Capital/Debt – NZ is essentially under capitalised.  That was a big part of the rational for Kiwisaver.  It has a lot less to do with securing you a halfway decent retirement income – that was only ever marginally possible at best, it is a lot more to do with eventually having a significant domestic savings base for commercial investment.  In the meantime NZ imports capital and always has.  The implication of that is that we are all extremely vulnerable to global capital markets.  So in-spite of all the Central Banks racing each other to zero % interest rates, that isn’t actually going to affect what you end up paying, regardless of official Monetary policy and jawboning by bureaucrats.  For the moment interest rates are coming down, but your deposit required is going up, and so too could interest rates at any time.  House prices and debt of all types is in danger and our whole economy lives on debt now.  For more information on this topic there are a lot of sources available on the net.  Also, check out the article “Falling houses” in my sidebar.   The upshot is that  middle class wealth is invested in housing(real estate), falling prices = falling wealth.  Opps!!!  The ramifications of that are multi-fold and painful. 

Commodity prices:  The major part of our national income comes from exporting agricultural commodities.  A significant fall in prices has a significant impact on our national income.  likewise a significant change in the exchange rate has a significant impact on prices as well.  Interestingly enough though, it is probably not an absolute fall or rise that is the most damaging thing, but volatility.  That is what will actually make it difficult to remain in business, when your whole basis for projections and modeling becomes a lottery.  There is a huge global re-pricing phenomena underway at the moment and it has a long way to run.  Volatility will be the name of the game for a long while yet and it will hurt all businesses sooner or later, one way or another.  Right at the moment, it is meaning a cut to rural sector incomes and they are something like 50% of our economy.  Ouch!!!  Where to, the future?
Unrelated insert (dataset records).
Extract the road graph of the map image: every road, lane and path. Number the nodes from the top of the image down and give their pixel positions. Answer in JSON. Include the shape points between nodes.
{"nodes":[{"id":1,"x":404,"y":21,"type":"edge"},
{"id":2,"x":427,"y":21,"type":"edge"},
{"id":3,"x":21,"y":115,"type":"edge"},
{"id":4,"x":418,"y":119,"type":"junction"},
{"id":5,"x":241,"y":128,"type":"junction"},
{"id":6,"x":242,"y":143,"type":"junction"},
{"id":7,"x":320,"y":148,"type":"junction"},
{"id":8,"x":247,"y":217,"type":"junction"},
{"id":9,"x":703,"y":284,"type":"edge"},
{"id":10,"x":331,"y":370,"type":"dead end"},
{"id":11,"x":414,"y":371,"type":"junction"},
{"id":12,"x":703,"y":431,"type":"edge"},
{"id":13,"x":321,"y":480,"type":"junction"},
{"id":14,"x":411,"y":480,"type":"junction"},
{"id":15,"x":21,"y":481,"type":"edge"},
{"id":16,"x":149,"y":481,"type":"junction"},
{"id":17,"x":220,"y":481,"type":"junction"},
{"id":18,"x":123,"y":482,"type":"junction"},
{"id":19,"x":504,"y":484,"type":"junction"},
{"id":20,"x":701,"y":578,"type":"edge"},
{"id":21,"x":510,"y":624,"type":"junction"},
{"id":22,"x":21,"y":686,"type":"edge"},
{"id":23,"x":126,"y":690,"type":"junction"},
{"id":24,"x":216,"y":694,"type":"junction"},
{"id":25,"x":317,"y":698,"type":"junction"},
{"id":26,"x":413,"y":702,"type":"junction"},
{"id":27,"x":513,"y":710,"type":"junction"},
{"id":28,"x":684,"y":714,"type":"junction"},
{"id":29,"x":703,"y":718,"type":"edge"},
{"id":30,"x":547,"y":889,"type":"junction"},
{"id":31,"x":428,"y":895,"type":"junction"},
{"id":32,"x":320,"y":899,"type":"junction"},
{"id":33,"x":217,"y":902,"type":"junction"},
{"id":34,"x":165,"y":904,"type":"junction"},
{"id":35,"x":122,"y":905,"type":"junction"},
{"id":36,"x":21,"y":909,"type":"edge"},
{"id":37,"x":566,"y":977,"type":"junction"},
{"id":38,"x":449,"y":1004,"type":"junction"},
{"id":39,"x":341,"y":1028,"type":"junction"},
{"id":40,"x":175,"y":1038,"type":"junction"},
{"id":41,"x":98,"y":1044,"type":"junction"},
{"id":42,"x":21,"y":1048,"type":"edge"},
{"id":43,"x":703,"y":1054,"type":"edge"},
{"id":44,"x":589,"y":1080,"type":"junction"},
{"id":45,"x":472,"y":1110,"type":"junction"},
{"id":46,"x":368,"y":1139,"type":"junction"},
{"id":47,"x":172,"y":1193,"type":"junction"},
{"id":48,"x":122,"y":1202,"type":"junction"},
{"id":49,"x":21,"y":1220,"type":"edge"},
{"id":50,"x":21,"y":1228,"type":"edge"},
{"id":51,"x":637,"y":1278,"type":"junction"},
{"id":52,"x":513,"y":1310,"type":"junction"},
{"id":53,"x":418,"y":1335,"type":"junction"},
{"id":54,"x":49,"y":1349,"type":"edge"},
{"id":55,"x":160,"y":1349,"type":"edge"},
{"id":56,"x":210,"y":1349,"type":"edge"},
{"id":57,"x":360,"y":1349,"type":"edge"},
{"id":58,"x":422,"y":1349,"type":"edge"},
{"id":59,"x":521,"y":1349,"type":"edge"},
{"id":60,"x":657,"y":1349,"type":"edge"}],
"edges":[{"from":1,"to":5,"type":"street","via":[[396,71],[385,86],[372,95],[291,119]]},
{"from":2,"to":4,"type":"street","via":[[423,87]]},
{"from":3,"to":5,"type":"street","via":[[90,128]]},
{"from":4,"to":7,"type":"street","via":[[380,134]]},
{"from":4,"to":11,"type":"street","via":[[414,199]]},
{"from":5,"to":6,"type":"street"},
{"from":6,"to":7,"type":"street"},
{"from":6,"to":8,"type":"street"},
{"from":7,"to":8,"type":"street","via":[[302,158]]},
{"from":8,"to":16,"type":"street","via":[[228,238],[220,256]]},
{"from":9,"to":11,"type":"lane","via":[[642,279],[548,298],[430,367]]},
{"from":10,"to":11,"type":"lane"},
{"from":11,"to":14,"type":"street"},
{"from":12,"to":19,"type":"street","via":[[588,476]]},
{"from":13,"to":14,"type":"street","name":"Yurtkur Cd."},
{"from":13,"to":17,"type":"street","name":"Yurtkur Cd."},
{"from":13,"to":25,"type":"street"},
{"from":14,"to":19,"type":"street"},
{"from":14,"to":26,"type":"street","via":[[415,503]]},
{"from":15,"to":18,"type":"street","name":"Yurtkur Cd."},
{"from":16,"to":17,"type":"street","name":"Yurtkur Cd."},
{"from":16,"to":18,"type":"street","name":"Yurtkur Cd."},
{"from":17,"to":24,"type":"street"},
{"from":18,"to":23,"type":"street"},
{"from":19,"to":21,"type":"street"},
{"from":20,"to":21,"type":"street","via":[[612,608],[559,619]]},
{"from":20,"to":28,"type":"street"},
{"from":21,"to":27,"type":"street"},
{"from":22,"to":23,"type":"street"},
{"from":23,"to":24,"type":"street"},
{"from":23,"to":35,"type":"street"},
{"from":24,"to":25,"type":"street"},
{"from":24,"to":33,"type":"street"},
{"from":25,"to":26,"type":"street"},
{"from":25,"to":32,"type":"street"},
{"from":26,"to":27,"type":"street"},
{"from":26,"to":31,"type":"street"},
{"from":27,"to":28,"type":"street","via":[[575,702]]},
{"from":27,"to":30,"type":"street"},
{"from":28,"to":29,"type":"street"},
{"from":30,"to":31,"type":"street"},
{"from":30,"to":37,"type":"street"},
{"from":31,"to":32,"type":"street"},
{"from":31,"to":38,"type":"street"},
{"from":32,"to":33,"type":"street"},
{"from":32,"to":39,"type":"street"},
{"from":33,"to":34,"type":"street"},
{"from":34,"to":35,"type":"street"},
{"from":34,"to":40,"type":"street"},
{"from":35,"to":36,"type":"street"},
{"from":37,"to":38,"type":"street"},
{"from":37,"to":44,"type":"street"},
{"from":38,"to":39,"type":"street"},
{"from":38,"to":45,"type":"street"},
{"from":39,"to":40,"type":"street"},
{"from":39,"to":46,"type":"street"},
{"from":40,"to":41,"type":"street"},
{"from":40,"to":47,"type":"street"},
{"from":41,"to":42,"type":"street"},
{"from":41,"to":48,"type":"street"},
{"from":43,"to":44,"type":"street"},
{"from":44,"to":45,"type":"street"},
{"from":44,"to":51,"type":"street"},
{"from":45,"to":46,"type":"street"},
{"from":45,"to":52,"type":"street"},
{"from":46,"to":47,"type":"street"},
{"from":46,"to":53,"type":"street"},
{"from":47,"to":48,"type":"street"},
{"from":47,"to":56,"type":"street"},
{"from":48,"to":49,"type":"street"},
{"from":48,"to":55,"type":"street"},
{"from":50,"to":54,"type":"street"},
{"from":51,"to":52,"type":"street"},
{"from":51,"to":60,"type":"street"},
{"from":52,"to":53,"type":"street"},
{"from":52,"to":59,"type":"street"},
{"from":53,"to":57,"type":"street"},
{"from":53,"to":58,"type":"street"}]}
Deflation/inflation:  Neither of these is good under the circumstances.  Volatility is going to be evident here too.  For the middle class it is going to show up increasingly as depreciating assets and inflating costs.  What you own is worth less and going lower, what you owe and must pay for is going higher.  Is that guaranteed – No, thats just my guess at this stage.  Care to bet against me?  It also has some nasty implications for businesses and employment too.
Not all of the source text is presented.